ASSIGNMENT:
A complete answer includes every line below with the word "安防器材系列".

Saved entries:
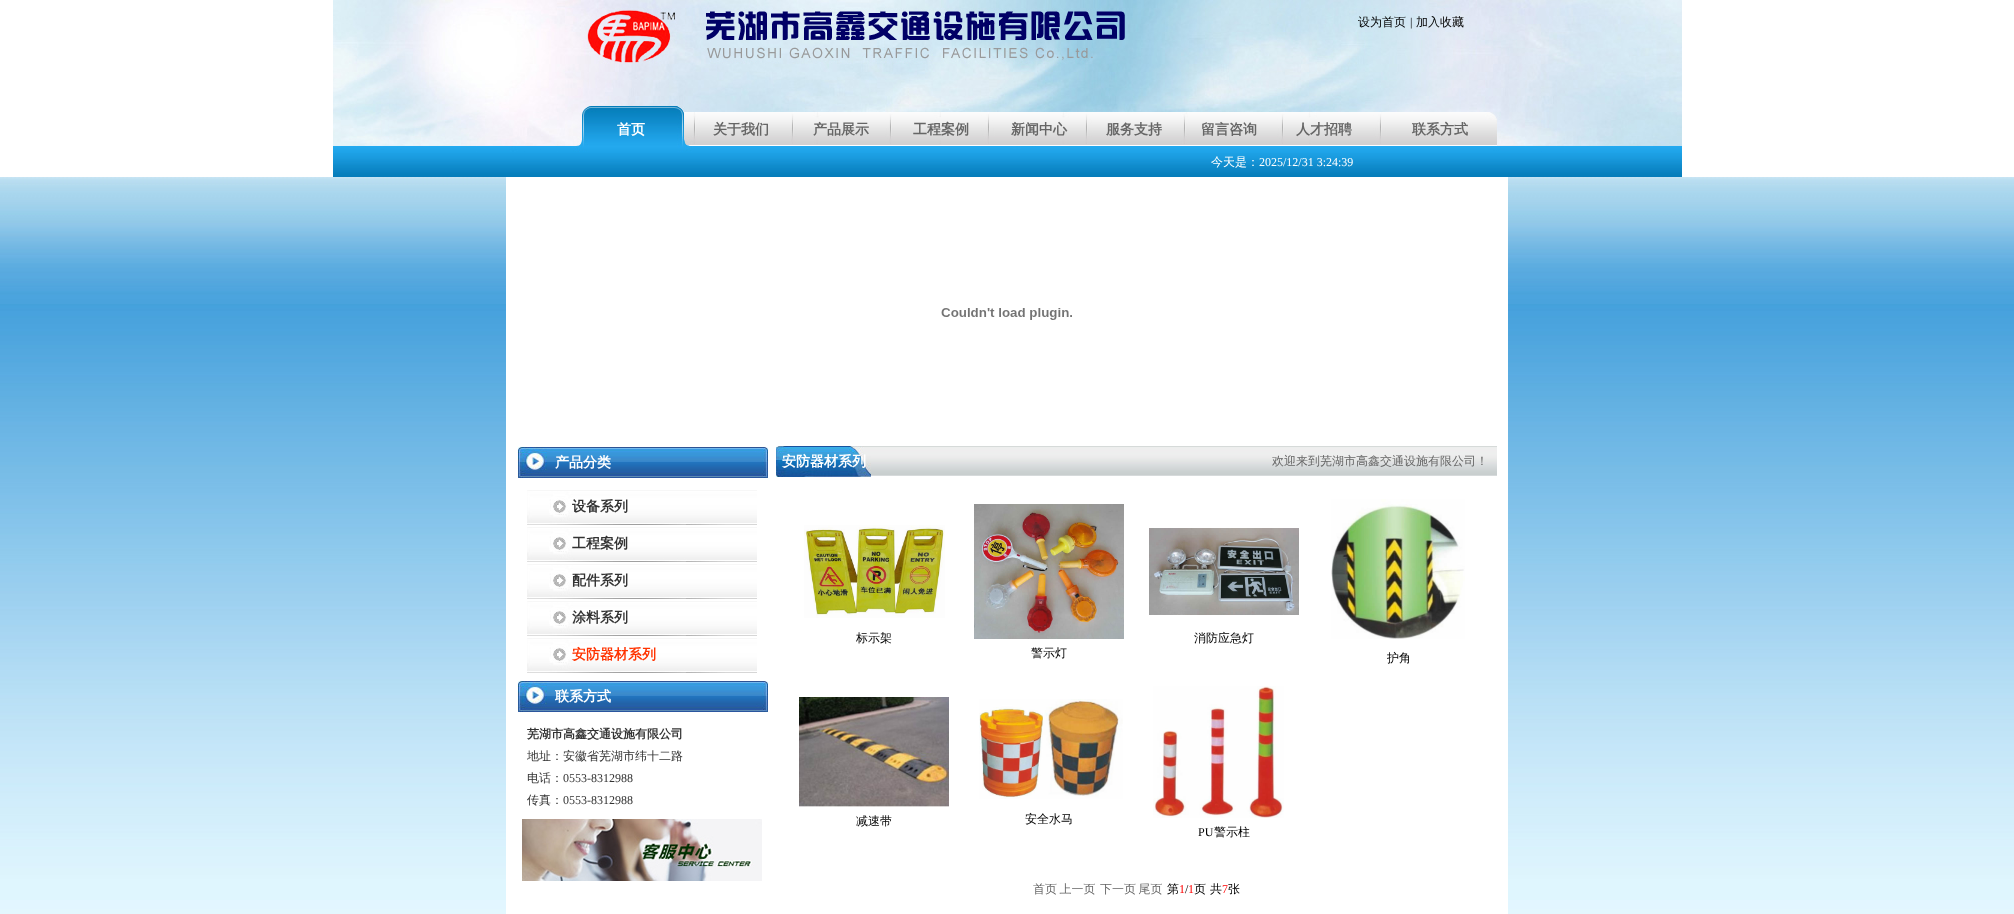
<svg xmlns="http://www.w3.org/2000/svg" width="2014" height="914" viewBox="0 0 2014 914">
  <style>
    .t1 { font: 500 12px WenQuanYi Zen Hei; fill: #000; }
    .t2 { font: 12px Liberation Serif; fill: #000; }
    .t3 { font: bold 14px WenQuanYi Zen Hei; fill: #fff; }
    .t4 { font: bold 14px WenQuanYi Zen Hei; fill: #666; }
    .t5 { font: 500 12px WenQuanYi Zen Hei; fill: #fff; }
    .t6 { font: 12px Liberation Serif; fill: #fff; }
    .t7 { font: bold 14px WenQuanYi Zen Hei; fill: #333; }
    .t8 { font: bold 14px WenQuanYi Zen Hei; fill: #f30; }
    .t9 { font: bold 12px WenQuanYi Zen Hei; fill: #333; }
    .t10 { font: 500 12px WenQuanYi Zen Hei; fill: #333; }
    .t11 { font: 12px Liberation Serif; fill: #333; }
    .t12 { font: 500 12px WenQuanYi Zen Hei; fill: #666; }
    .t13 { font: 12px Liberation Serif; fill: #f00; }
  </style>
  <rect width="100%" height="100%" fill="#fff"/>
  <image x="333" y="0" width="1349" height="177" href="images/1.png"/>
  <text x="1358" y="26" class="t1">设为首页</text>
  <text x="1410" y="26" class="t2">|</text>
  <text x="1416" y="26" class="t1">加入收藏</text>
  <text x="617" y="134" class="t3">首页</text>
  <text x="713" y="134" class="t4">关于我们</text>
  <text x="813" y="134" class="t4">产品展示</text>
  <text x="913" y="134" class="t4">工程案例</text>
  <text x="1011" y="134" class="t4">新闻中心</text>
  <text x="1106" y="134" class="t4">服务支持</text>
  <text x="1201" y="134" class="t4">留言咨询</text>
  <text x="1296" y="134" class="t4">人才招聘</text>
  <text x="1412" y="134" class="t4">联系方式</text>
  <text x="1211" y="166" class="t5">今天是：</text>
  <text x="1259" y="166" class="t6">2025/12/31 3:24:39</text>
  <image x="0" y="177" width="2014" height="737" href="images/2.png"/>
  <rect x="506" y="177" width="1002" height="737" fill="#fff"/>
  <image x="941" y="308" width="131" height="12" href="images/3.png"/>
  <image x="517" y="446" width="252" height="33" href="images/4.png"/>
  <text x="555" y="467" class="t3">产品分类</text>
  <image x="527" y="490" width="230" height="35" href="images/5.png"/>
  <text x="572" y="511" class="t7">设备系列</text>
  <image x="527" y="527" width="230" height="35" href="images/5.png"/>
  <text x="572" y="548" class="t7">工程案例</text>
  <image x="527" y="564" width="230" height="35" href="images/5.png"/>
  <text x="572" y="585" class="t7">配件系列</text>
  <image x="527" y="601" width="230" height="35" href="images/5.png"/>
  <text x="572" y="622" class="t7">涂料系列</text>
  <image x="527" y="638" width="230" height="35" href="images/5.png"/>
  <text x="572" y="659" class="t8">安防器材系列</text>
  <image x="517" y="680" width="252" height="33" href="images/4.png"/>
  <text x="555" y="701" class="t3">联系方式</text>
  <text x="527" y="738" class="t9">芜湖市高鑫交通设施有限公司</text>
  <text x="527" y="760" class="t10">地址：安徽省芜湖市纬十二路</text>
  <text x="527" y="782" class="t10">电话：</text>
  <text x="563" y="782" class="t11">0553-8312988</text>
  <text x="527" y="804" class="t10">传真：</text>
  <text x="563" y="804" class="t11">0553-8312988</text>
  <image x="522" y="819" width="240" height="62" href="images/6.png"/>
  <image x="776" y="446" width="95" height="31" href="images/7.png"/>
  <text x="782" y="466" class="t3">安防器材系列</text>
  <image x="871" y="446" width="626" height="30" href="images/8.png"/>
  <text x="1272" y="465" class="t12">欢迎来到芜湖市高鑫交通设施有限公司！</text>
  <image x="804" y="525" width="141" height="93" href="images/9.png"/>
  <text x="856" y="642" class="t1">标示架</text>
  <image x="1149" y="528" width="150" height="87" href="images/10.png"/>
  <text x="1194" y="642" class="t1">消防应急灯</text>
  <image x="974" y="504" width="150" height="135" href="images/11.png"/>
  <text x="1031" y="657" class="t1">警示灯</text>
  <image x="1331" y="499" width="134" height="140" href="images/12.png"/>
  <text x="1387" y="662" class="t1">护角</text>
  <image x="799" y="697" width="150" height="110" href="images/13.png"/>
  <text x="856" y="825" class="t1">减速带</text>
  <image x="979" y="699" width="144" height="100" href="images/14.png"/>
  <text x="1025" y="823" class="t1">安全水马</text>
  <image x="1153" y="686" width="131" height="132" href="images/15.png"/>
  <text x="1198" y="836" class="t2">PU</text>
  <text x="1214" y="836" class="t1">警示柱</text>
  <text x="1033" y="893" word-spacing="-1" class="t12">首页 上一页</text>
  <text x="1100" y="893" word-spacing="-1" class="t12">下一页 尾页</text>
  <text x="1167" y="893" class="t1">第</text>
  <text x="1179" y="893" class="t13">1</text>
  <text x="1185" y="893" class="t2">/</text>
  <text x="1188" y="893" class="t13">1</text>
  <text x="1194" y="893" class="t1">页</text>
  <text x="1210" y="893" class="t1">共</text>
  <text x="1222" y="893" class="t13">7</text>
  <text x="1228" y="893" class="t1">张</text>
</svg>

EXERCISE RESULT:
  <text x="572" y="659" class="t8">安防器材系列</text>
  <text x="782" y="466" class="t3">安防器材系列</text>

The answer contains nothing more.